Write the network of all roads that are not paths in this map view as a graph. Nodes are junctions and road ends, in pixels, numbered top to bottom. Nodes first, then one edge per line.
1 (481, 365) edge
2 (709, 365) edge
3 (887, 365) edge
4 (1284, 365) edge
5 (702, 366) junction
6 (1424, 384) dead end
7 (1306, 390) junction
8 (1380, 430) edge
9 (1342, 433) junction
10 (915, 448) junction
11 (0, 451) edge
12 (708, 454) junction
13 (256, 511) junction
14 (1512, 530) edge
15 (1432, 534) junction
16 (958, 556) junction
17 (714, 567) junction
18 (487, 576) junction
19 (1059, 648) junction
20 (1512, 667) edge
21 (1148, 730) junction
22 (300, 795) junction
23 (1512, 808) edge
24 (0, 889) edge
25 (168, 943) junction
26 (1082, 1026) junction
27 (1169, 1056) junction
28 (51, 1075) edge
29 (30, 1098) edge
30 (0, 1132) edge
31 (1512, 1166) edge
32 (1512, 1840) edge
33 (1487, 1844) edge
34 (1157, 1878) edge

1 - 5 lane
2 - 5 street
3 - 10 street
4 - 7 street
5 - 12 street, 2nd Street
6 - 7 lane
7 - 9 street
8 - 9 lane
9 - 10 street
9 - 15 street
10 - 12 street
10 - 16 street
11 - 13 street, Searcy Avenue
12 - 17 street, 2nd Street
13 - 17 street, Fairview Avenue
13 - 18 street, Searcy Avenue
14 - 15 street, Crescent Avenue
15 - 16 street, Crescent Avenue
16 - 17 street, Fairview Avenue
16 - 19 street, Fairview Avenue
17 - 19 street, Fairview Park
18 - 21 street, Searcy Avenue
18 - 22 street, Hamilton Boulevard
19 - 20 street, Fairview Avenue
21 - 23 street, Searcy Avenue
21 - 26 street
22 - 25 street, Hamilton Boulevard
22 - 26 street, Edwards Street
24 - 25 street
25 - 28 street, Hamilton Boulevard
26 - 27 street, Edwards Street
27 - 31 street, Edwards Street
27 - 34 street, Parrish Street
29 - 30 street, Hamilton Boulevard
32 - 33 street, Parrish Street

_Assignment:_
From the records above, work out how many lines contain the string "Boulevard". Give only the number.

_Answer space:_
4